Astım için risk faktörleri genetik ve çevresel faktörler olmak üzere iki ana grupta ele alınabilir. Genetik faktörlerden en önemlisi alerji varlığıdır. Alerji genetik geçiş gösterir. Bu geçişten sorumlu bazı genler tanımlanmıştır. Çevresel faktörler ise alerjenlere, mesleksel bazı toz ve kimyasal maddelere, sigara dumanına ve hava kirliliğine maruziyet; sık sık viral üst solunum yolu enfeksiyonları geçirmek olarak sıralanabilir. Yapılan çalışmalarda tüm dünyada astıma en sık neden olan alerjenin ev tozu akarları olduğu görülmüş ve bu durumun yaşamın başlangıcında, yani bebeklik döneminde evde yoğun olarak ev tozu akarlarına maruz kalmanın sonucu olduğu anlaşılmıştır. Yine çevresel faktörlerde sigara dumanına maruz kalma son derece önemlidir. Örneğin gebelik döneminde sigara içen annelerin, çocuklarında astım ve diğer solunum sistemi hastalıklarının daha sık görüldüğü saptanmıştır. Sigara aynı zamanda ortamda bulunan alerjenlere karşı duyarlılık gelişmesine sebep olmaktadır.
Astım, karakteristik olarak ataklar halinde seyreden; nefes darlığı, göğüste sıkışıklık hissi, hışıltılı solunum, öksürük, zor çıkarılan çok koyu, sert ve yapışkan balgam gibi yakınmalara neden olan akciğer hastalığıdır.
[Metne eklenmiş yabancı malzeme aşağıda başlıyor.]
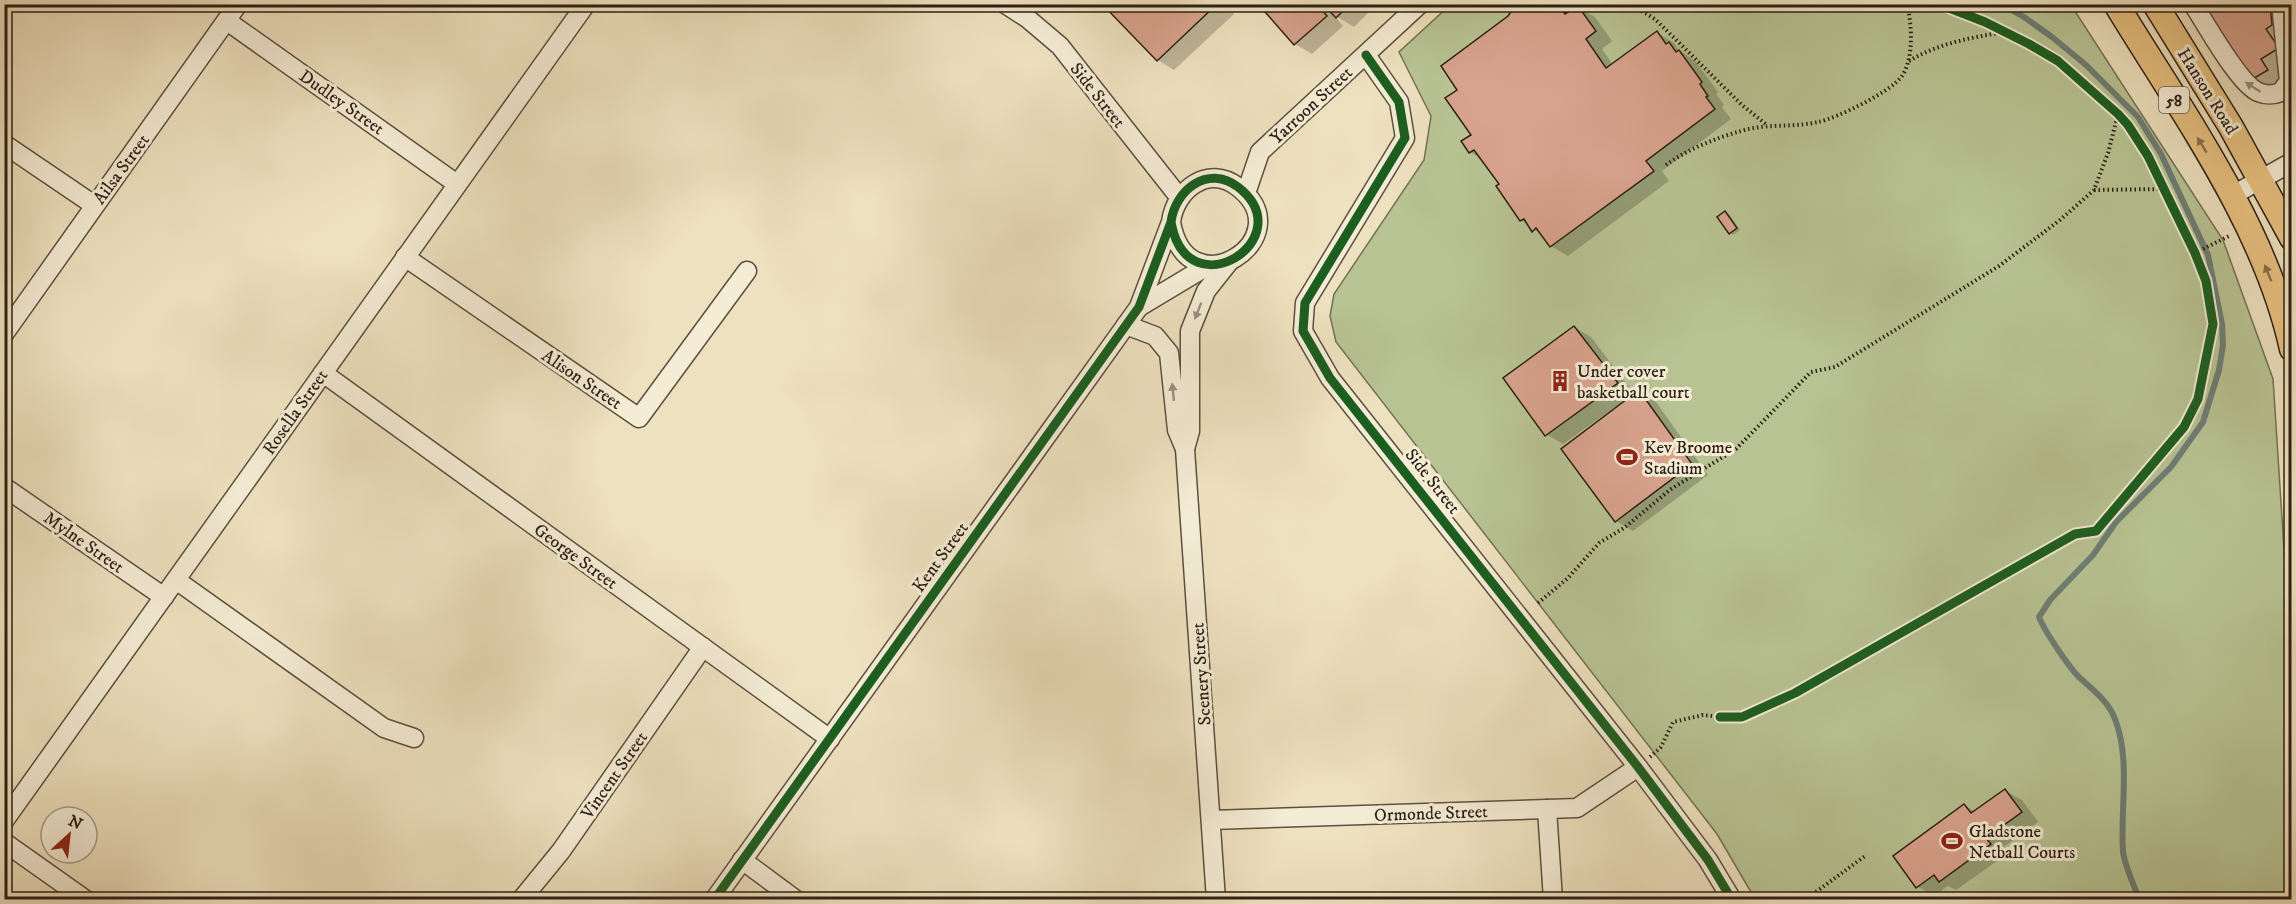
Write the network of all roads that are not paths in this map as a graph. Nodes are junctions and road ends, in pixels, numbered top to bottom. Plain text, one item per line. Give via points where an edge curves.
1 (238, 4) edge
2 (586, 4) edge
3 (1005, 4) edge
4 (1420, 4) edge
5 (2116, 4) edge
6 (2155, 4) edge
7 (2193, 4) edge
8 (2281, 4) edge
9 (227, 21) junction
10 (1366, 55) junction
11 (4, 144) edge
12 (2292, 162) edge
13 (2261, 179) junction
14 (457, 184) junction
15 (1246, 193) junction
16 (2233, 195) junction
17 (1179, 197) junction
18 (94, 206) junction
19 (1171, 222) junction
20 (2292, 238) edge
21 (405, 257) junction
22 (1229, 262) junction
23 (1209, 265) junction
24 (747, 271) dead end
25 (1139, 306) junction
26 (1126, 325) junction
27 (4, 334) edge
28 (2292, 349) edge
29 (323, 373) junction
30 (1185, 449) junction
31 (4, 487) edge
32 (176, 580) junction
33 (164, 597) junction
34 (703, 647) junction
35 (414, 738) dead end
36 (830, 739) junction
37 (1638, 767) junction
38 (1547, 809) junction
39 (1211, 820) junction
40 (4, 821) edge
41 (4, 842) edge
42 (742, 860) junction
43 (86, 900) edge
44 (521, 900) edge
45 (714, 900) edge
46 (796, 900) edge
47 (1216, 900) edge
48 (1553, 900) edge
49 (1732, 900) edge

1 - 9 street, Ailsa Street
2 - 14 street, Rosella Street
3 - 17 street, Side Street via 1060,46
4 - 10 street, Yarroon Street
16 -> 5 main road, Hanson Road / 58
6 - 13 main road, Hanson Road / 58
8 -> 7 street via 2290,74 2286,87 2275,94 2258,92 2244,81
9 - 14 street, Dudley Street
9 - 18 street, Ailsa Street
10 - 15 street, Yarroon Street via 1260,152
10 - 37 street, Side Street via 1399,102 1405,138 1305,303 1303,331 1330,378
11 - 18 street
12 - 13 street
13 - 16 street
13 - 20 main road, 58
14 - 21 street, Rosella Street
15 - 17 street via 1234,183 1219,179 1190,186
15 - 22 street via 1255,207 1257,224 1253,240 1243,254
28 -> 16 main road, 58 via 2276,293
17 - 19 street
18 - 27 street, Ailsa Street
19 - 23 street via 1182,250
19 - 25 street, Kent Street
21 - 24 street, Alison Street via 639,418
21 - 29 street, Rosella Street
22 - 23 street
22 -> 30 street, Scenery Street via 1206,291 1190,332 1190,431
23 - 25 street, Kent Street
25 - 26 street, Kent Street
30 -> 26 street, Scenery Street via 1177,430 1169,353 1155,336
26 - 36 street, Kent Street
29 - 32 street, Rosella Street
29 - 34 street, George Street
30 - 39 street, Scenery Street
31 - 33 street, Mylne Street
32 - 33 street, Rosella Street
32 - 35 street via 384,728
33 - 40 street, Rosella Street
34 - 36 street, George Street
34 - 44 street, Vincent Street via 561,851
36 - 42 street, Kent Street
37 - 38 street, Ormonde Street via 1576,808
37 - 49 street, Side Street via 1708,860
38 - 39 street, Ormonde Street
38 - 48 street
39 - 47 street, Scenery Street
41 - 43 street
42 - 45 street, Kent Street
42 - 46 street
Hastaların birçoğunda astımla birlikte alerjik rinit (saman nezlesi, alerjik nezle), sinüzit, alerjik konjonktivit (göz alerjisi), egzama gibi hastalık öykülerinin de olduğu saptanır. Yine hastaların atakları ile ilgili özellikler sorgulandığında, bunların çoğu kez gecenin ilerleyen saatlerinde ve sabaha karşı ortaya çıktıkları veya tetikleyen faktörlerle (alerjen, soğuk hava, kirli hava, sigara dumanı) karşılaşma durumunda geliştikleri anlaşılır.
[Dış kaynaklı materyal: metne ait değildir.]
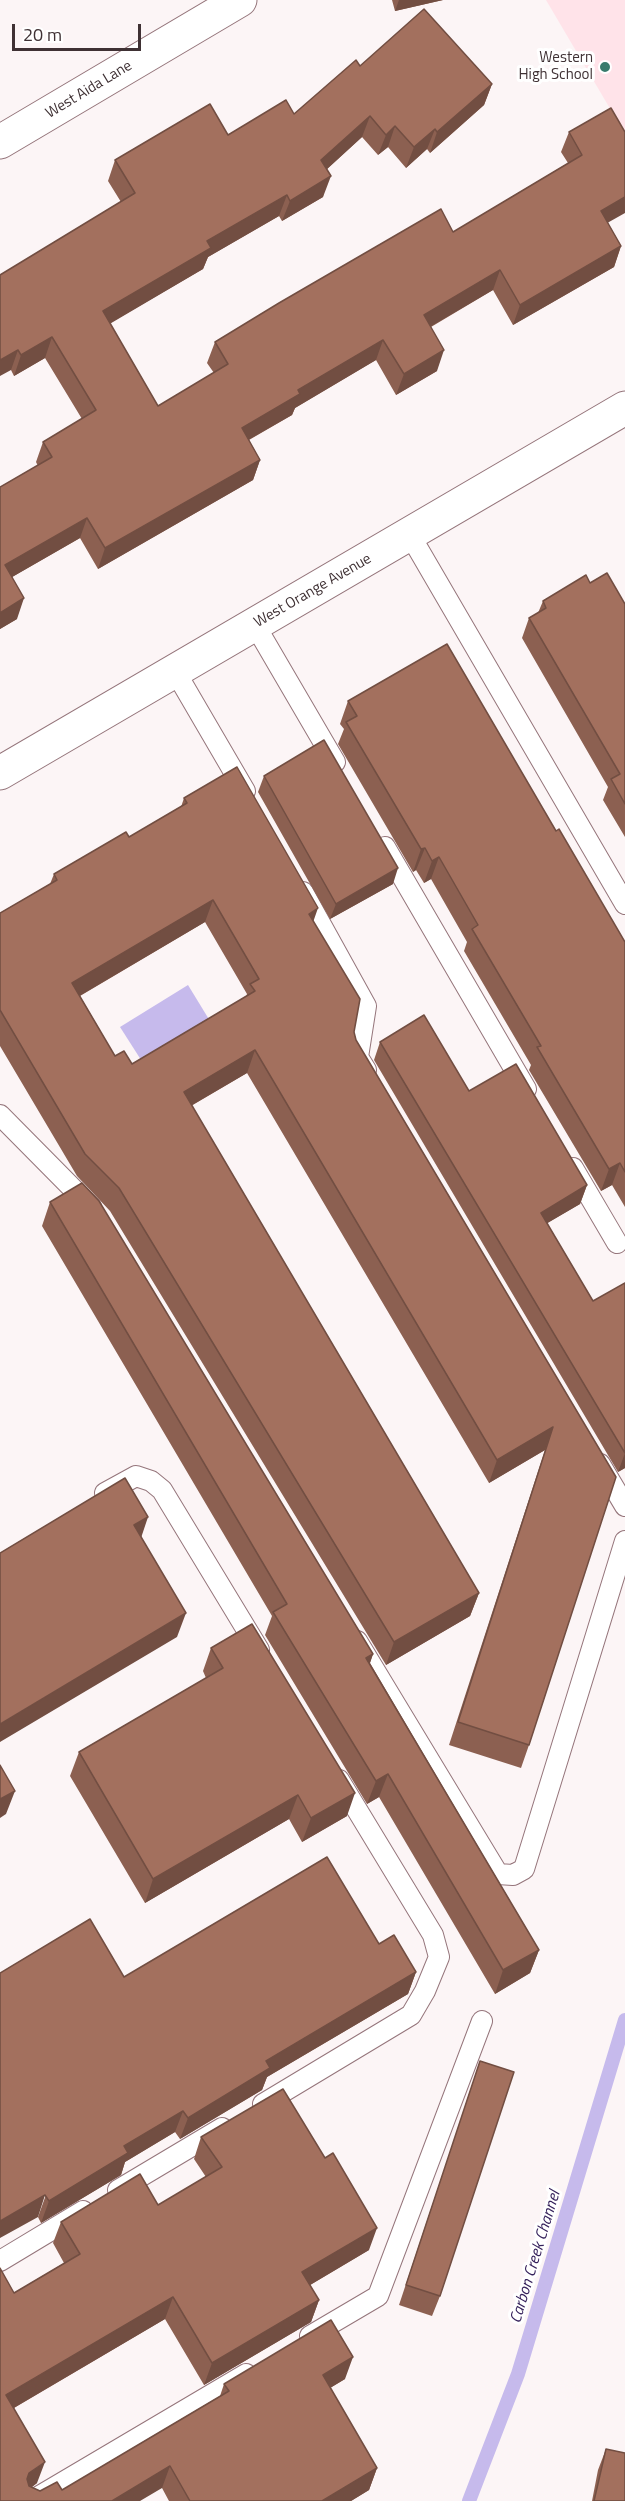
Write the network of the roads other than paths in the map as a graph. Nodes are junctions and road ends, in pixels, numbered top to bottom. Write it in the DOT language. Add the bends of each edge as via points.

Atakların şiddeti sadece hafif bir öksürükten, yoğun bakıma yatmayı gerektirecek ciddi solunum yetersizliğine kadar çok geniş bir yelpazededir. Ataklar kendiliğinden gerileyebilir ya da geçebilir ancak hasta çoğu kez astım ilaçlarını kullanarak rahatlar. Atak sırasında astım tanısı koymak hekim için kolaydır çünkü hastalığın karakteristik muayene bulguları vardır. Atak dışında ise hastalığın öyküsü hekimi astım tanısına yönlendirir. Tanı için hastadan akciğer grafisi, solunum fonksiyon testleri, alerji testi, bazı kan tetkikleri istenilir. Genellikle, atak dönemi dışında akciğer grafisi ve solunum fonksiyon testleri normaldir. Alerji testlerinde ise ev tozu akarları, ağaç, çiçek, tahıl polenleri, evcil hayvan tüy ve epitelleri gibi alerjenlere karşı reaksiyon görülebilir.
Tedavi;
Astım; hastalık çok ilerleyip geri dönüşümsüz safhaya girmediği sürece kolaylıkla kontrol altına alınıp tedavi edilebilen bir hastalıktır. Astım tedavisinde kullanılan ilaçlar temel olarak solunum yoluyla alınır ve bu ilaçlar 2 grupta ele alınabilir. Birinci grupta semptom giderici yani hastayı rahatlatıcı ilaçlar yer alır. Bunlar yine solunum yoluyla kullanılan ilaçlardır ve atak belirtileri ortaya çıktığında hekimin önerdiği şekilde kullanılır. Etkileri 1-2 dakika içerisinde başlar ve hastanın nefes darlığı, hırıltılı solunumu, öksürüğü azalır ya da kaybolur. Semptom giderici ilaçların genellikle hastalığı tedavi etme ya da kontrol altına alma gibi etkileri yoktur. İkinci grupta ise hastalığı tedavi eden ya da bir başka deyişle kontrol altına alan ilaçlar yer alır. Bunların büyük bir kısmı solunum yoluyla kullanılmakla beraber tablet yada enjektabl bazı ilaçlar da, gerektiğinde bu amaçla kullanılabilir. Hastalığın seyri ve hastanın yaşam kalitesi temel olarak bu ilaçlar ile belirlenmektedir. Düzenli tedavi gören hastaların büyük çoğunluğunda, astım yaşamı olumsuz yönde etkilemez. Ancak eksik ya da düzensiz tedavi veya bilinçsiz ilaç kullanımı, hastalığın giderek ilerlemesine, atak sıklık ve şiddetinin artmasına ve nihayetinde hastanın sürekli ataktaymış gibi nefes darlığı ve diğer şikayetlerle yaşamasına neden olur. Astım akciğere bağlı bir hastalık olduğu için Akciğer için gerekli olan besin destekleri ile azaltılabilir hatta uzun süre kullanıldığında (Yaklaşık 2- 6 ay arası) büyük ölçüde ortadan kalkabilir.